JUST DAYS AFTER PEARL HARBOR ATTACK, FALL OF WAKE ISLAND MADE POWS OUT OF CIVILIANS

Just a few hours after the Japanese bombed Pearl Harbor on December 7, 1941, they also attacked Wake Island, a strategic atoll 2,300 miles west of Honolulu.

Despite a fierce defense, the Wake Island forces could not hold off the Japanese and all of Wildcats protecting the island were put out of action.

Aided by civilian contractors there building docks and fortifications, U.S. Marines held Wake for 15 more days before Japanese soldiers overran the island on December 22, 79 years ago. When it fell, they took more than 1,600 prisoners of war, including 1,100 civilians. By the time the war ended in 1945, the Japanese had interned more than 14,000 American civilians from Wake Island, Guam, the Philippine Islands, and other American territories or possessions.

Among the civilians captured at Wake Island were Charles and Leroy Myers of Chico, a father-and-son team heavy equipment operators. Leroy’s civilian status changed shortly after the initial attack on the island, when the U.S. Navy inducted him as a Seaman 1st Class.

Regardless, both men soon found themselves aboard a ship bound for Japan where their captors forced them to work building a dam near Sasebo, on the island of Kyushu.

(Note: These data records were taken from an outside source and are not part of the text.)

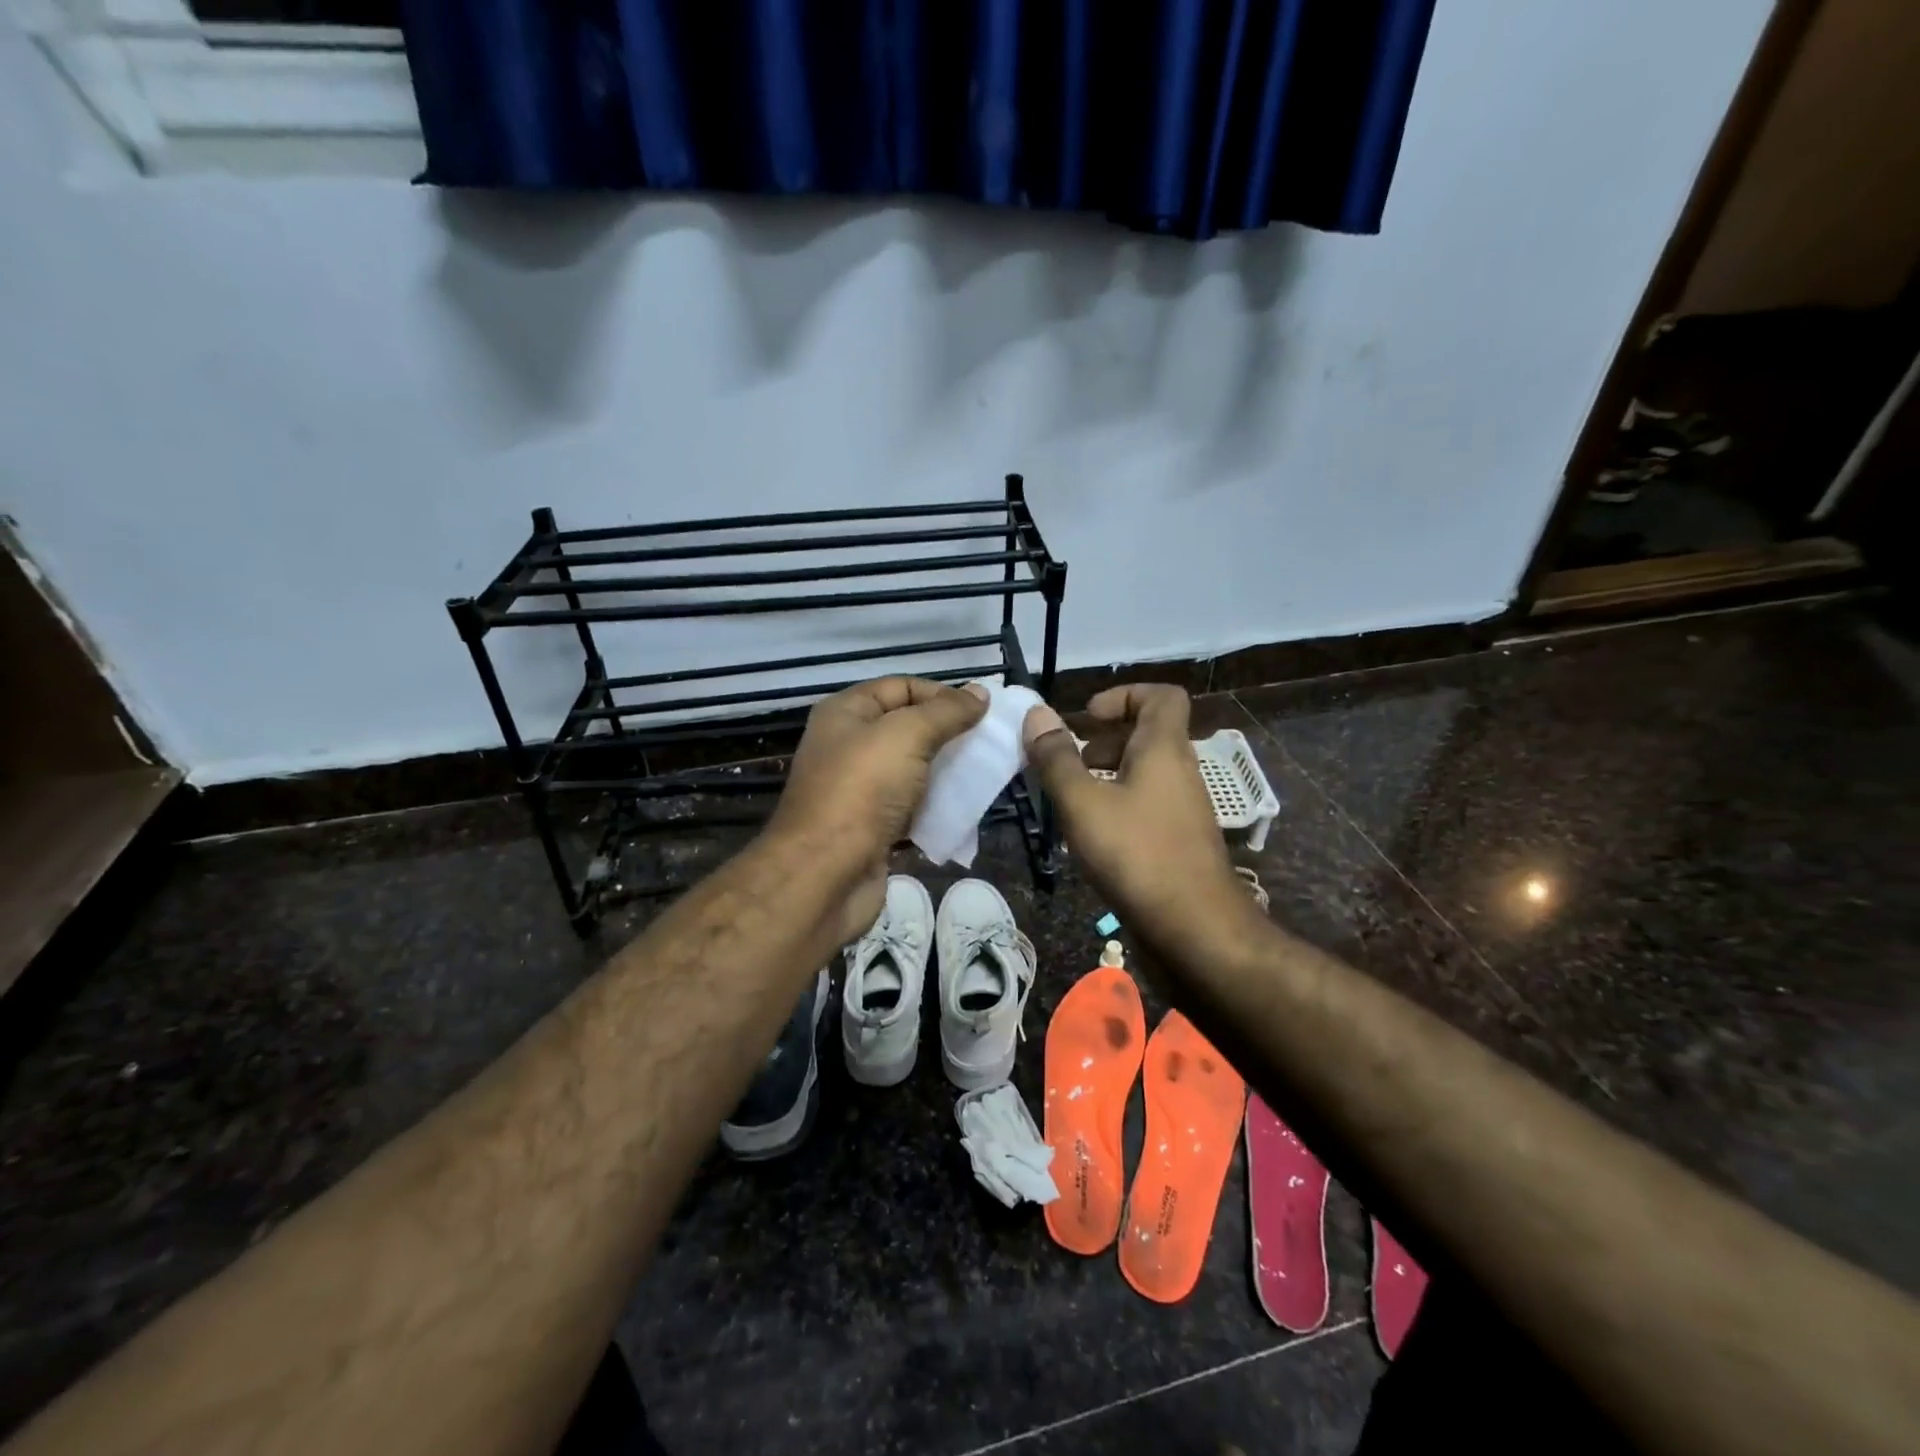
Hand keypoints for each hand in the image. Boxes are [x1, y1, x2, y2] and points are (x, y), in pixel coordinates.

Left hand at [767, 676, 985, 941]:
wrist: (826, 875)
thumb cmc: (862, 790)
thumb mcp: (907, 735)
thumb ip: (946, 712)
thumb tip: (980, 693)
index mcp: (846, 713)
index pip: (900, 687)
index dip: (940, 693)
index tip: (980, 711)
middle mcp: (848, 746)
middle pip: (907, 728)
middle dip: (948, 733)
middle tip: (988, 743)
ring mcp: (859, 790)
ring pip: (913, 770)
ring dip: (946, 771)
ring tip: (983, 775)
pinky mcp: (872, 828)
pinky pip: (912, 807)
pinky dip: (936, 806)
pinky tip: (964, 809)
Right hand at [1024, 685, 1259, 959]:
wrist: (1195, 928)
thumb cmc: (1136, 854)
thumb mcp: (1083, 803)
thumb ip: (1057, 758)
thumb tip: (1037, 713)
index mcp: (1164, 749)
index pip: (1162, 696)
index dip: (1124, 695)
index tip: (1087, 718)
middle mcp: (1180, 771)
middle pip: (1147, 734)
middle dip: (1104, 739)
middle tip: (1068, 761)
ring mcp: (1183, 808)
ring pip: (1144, 772)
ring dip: (1107, 774)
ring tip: (1070, 798)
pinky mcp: (1178, 840)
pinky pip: (1146, 803)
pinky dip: (1117, 804)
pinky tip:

Leroy Myers told the Modesto Bee in 2013 his story of the abuse and cruelty inflicted upon these POWs by the Japanese. Indeed, civilian POWs represented a facet of the collateral damage of war. They endured beatings, torture, malnutrition, dysentery, and other sicknesses while continuing to work on the dam. When Charles Myers fell seriously ill and could not work, the Japanese threatened to execute him unless Leroy did the work of both men. Leroy did.

Back in Chico, Sylvia Myers lost their family home to foreclosure when the checks to her husband and son stopped coming due to a dispute between the Navy and their civilian contractor employer, Leroy said. Worse yet, because the Japanese prohibited letters to or from home, she never knew whether they were dead or alive. Likewise, only after they returned to the States when the war ended in 1945 did they learn she had died a year earlier.

After Congress passed the War Claims Act of 1948, Charles and Leroy Myers each received 44 months of compensation at $60 per month (Leroy’s monthly pay as a civilian contractor had been $230). The compensation came from Japanese assets seized during the war. In 1981, the civilian POWs also began receiving veterans benefits including health care.

Charles Myers died in the 1950s, his life no doubt shortened by the physical abuse administered by the Japanese. Leroy bought a ranch near Chico, and later lived in Modesto until his death in May of this year.

Ultimately, they were among the fortunate ones who went to Wake Island to make war preparations, and survived to receive war reparations.